On Mon, Feb 6, 2023 at 3:29 AM Andres Freund <and...@anarazel.de> wrote:
> On February 5, 2023 1:00:50 AM GMT+01:00, Thomas Munro 
> <thomas.mu...@gmail.com> wrote:
> >Are there any more descriptors we need to think about?
>
> Postmaster's listen sockets?
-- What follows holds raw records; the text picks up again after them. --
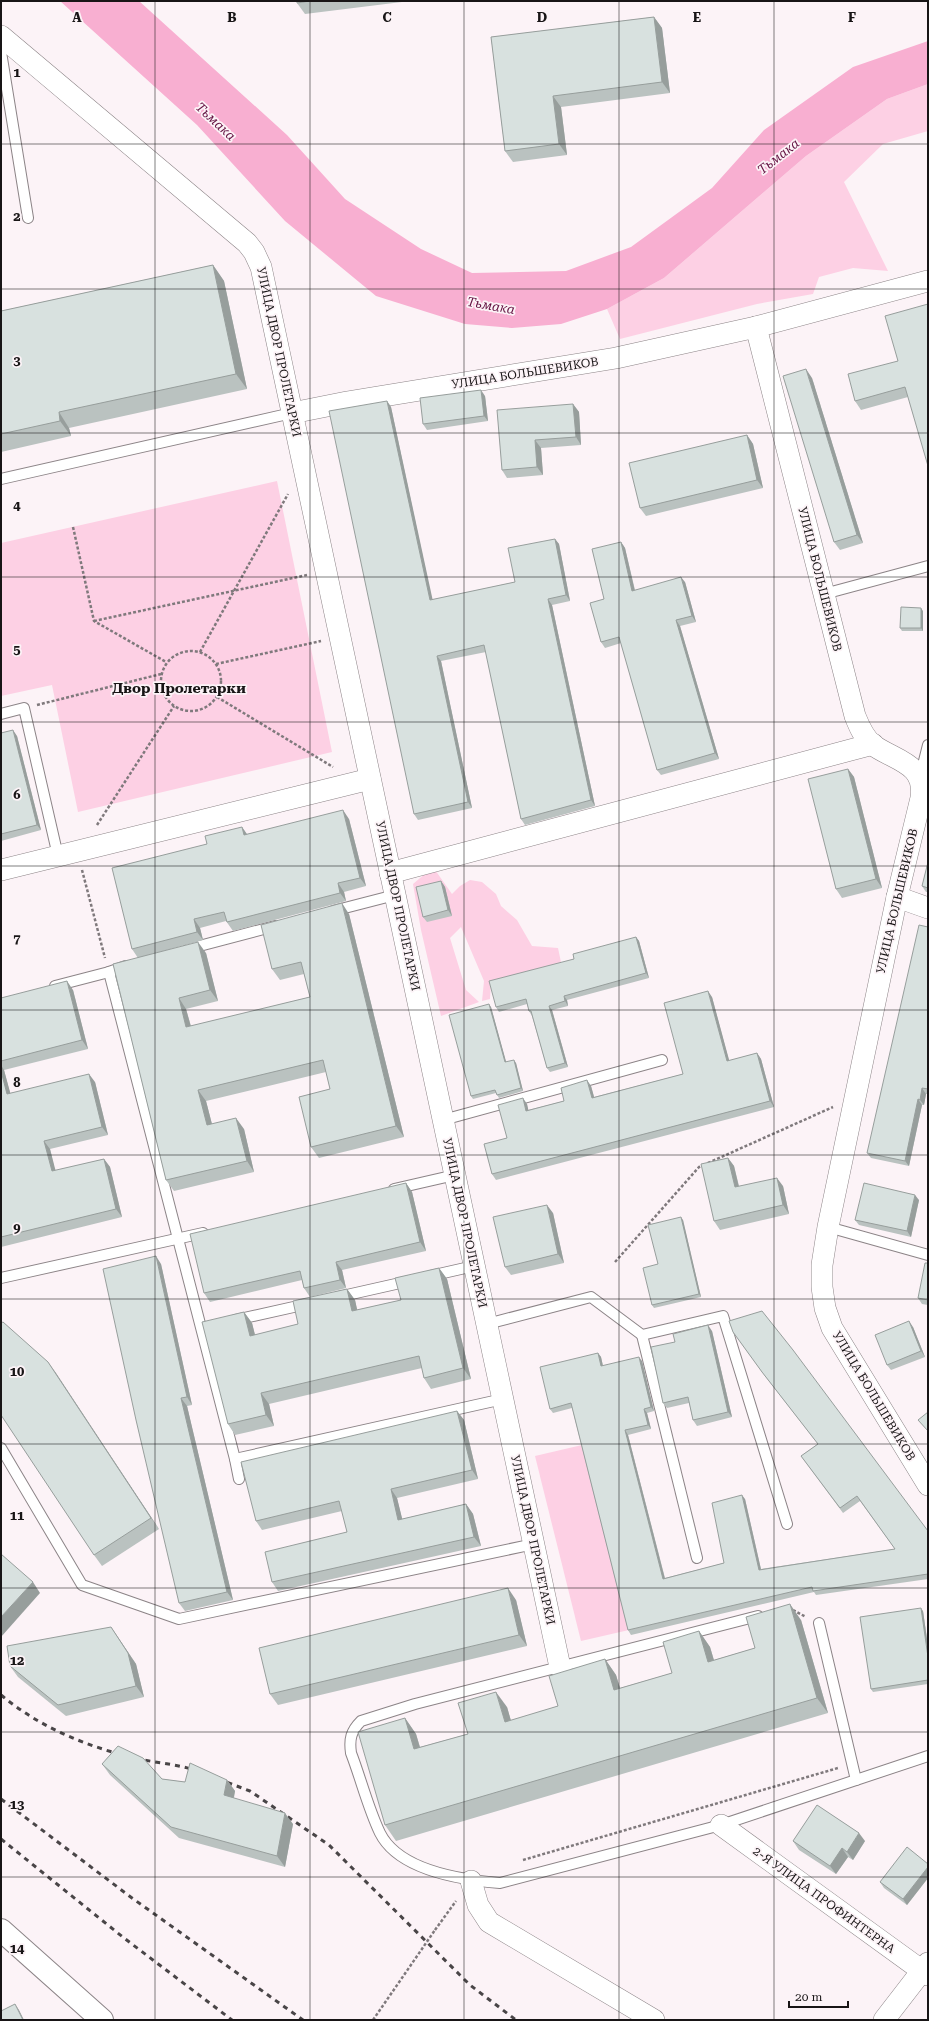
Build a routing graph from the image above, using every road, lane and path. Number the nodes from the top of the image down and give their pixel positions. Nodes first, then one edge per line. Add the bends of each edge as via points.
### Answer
1 (1, 36) edge
2 (1, 52) edge
3 (28, 218) dead end
4 (928, 280) edge
5 (756, 327) junction
6 (292, 413) junction
7 (1, 479) edge
8 (292, 488) dead end
9 (73, 527) dead end
10 (928, 566) edge
11 (326, 571) junction
12 (235, 591) junction
13 (824, 594) junction
14 (94, 621) junction
15 (340, 636) junction
16 (200, 652) junction
17 (166, 662) junction
18 (216, 664) junction
19 (161, 674) junction
20 (174, 706) junction
21 (24, 708) junction
22 (1, 714) edge
23 (873, 744) junction
24 (928, 745) edge
25 (370, 779) junction
26 (920, 779) junction
27 (82, 850) junction
28 (58, 856) junction
29 (1, 870) edge
30 (390, 873) junction
31 (395, 895) junction
32 (897, 897) junction
33 (928, 908) edge
34 (324, 914) edge
35 (286, 924) edge
36 (181, 951) edge
37 (136, 963) edge
38 (109, 972) junction
39 (47, 988) edge
40 (662, 1060) dead end
41 (855, 1096) junction
42 (443, 1120) junction
43 (455, 1175) junction
44 (385, 1191) edge
45 (828, 1227) junction
46 (209, 1231) edge
47 (179, 1238) junction
48 (928, 1255) edge
49 (615, 1262) dead end
50 (474, 1266) junction
51 (1, 1278) edge
52 (225, 1323) edge
53 (487, 1324) junction
54 (642, 1335) junction
55 (503, 1399) junction
56 (1, 1448) edge
57 (236, 1459) junction
58 (239, 1479) dead end
59 (928, 1485) edge
60 (787, 1524) dead end
61 (534, 1544) junction
62 (697, 1558) dead end
63 (789, 1608) joint
64 (819, 1623) joint
65 (560, 1667) junction
66 (928, 1756) edge
67 (852, 1764) junction
68 (856, 1780) junction
69 (721, 1825) junction
70 (521, 1860) dead end
71 (471, 1881) junction
72 (1, 1930) edge
73 (926, 1969) edge
74 (102, 2020) edge
75 (373, 2020) edge
76 (654, 2020) edge
77 (884, 2020) edge

1 - 6 street, УЛИЦА ДВОР ПРОЛЕТАРКИ via 251,247 261,267
2 - 3 lane
4 - 5 street, УЛИЦА БОЛЬШЕВИКОВ
5 - 6 street, УЛИЦА БОЛЬШЕВИКОВ via 616,358
5 - 13 street, УЛИЦА БОЛЬШЕВИКОВ
6 - 7 lane
6 - 11 street, УЛИЦА ДВОР ПРОЛЕТАРКИ
8 - 12 path
9 - 14 path
10 - 13 lane
11 - 12 path
11 - 15 street, УЛИЦА ДВОР ПРОЛЕТАРКИ
12 - 14 path
12 - 16 path
13 - 23 street, УЛИЦА БОЛЬШЕВИКОВ via 855,716
14 - 17 path
15 - 18 path
15 - 25 street, УЛИЦА ДВОР ПРОЛЕТАРКИ
16 - 17 path via 184,651
16 - 18 path via 209,656
17 - 19 path
18 - 20 path via 221,674 221,685 214,701 194,712
19 - 20 path via 160,685 164,695
19 - 21 path
20 - 27 path
21 - 22 lane
21 - 28 lane
23 - 26 street, УЛИЦА БОЛЬШЕВИКОВ via 907,763
23 - 30 street
24 - 26 lane
25 - 27 street
25 - 30 street, УЛИЦА ДВОР ПРОЛЕТАРКИ
26 - 32 street, УЛИЦА БОЛЬШЕВИКОВ via 922,798
27 - 28 street
27 - 38 path via 82,870
28 - 29 street
30 - 31 street, УЛИЦА ДВОР ПРОЛЕТАРКИ
31 - 34 lane
31 - 42 street, УЛИЦА ДВОР ПРОЛЕТАРКИ
32 - 33 street
32 - 41 street, УЛИЦА БОЛЬШЕВИКОВ
35 - 36 lane
37 - 38 lane
38 - 39 lane
38 - 47 lane
40 - 42 lane
41 - 45 street, УЛИЦА БОЛЬШЕВИКОВ
41 - 49 path via 699,1167
42 - 43 street, УЛИЦА ДВОР ПРОЛЕТАРКИ
43 - 44 lane
43 - 50 street, УЛИЦА ДВОР ПРОЛЕТАРКИ
45 - 48 lane
45 - 59 street, УЛИЦА БОЛЬШЕВИКОВ via 822,1265 822,1287 825,1308 832,1328
46 - 47 lane
47 - 51 lane
47 - 57 lane via 206,1327
50 - 52 lane
50 - 53 street, УЛИЦА ДВОР ПРОЛЕТАРКИ
53 - 54 lane via 591,1298
53 - 55 street, УЛИЦА ДВОР ПРОЛЕТАРКИ
54 - 60 lane via 723,1316
54 - 62 lane
55 - 57 lane
55 - 61 street, УЛИЦА ДВОР ПРОЛЕТАРКИ
56 - 61 lane via 82,1585 179,1619
57 - 58 lane
61 - 65 street, УЛИЦА ДВОР ПРОЛЕТАРКИ
63 - 64 path
63 - 65 lane
64 - 67 lane
65 - 71 lane via 415,1704 361,1721 351,1734 351,1753 381,1834 396,1852 427,1870
66 - 68 lane
67 - 68 lane
67 - 70 path
68 - 69 lane
69 - 71 lane via 500,1883
69 - 73 street, 2-Я УЛИЦА ПРОФИНТЕРНА
71 - 75 path, bridge
71 - 76 street via 478,1905 489,1922
72 - 74 main road
73 - 77 street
Saves a bunch of syscalls, at least.

Assuming you mean accepted sockets, yeah, I see how two save two
syscalls there, and since you nerd-sniped me into looking into the
SOCK_CLOEXEC landscape, I like it even more now that I've understood
that accept4() is rubber-stamped for the next revision of POSIX[1] and
is already accepted almost everywhere.  It's not just window dressing,
you need it to write multi-threaded programs that fork/exec without
worrying about the window between fd creation and fcntl(FD_CLOEXEC) in
another thread; hopefully one day we will care about that sort of
thing in some places too!  Here's a separate patch for that.

I *guess* we need HAVE_DECL_ACCEPT4 for the guarded availability
system (cf pwritev) when Apple gets the memo, but see below.  Hard to
say if AIX is still receiving memos (cf recent speculation in the
Register).  All other target OSes seem to have had this stuff for a
while.

Since client connections already do fcntl(FD_CLOEXEC), postgres_fdw
connections didn't have this problem.  It seems reasonable to want to
skip a couple of system calls there too; also, client programs might
also be interested in future-POSIX's atomic race-free close-on-exec
socket fabrication.  So here also is a patch to use SOCK_CLOEXEC on
that end too, if available.

But ... hmph, all we can do here is test for the existence of
SOCK_NONBLOCK and SOCK_CLOEXEC, since there is no new function to test
for.  Maybe we should just assume accept4() also exists if these exist
(it's hard to imagine that Apple or IBM would address atomicity on one
end but not the other of a socket), but predictions are so difficult,
especially about the future!  Anyone want to guess if it's better to
leave the meson/configure probe in for the accept4 end or just roll
with the macros?

> Logging collector pipe write end, in backends?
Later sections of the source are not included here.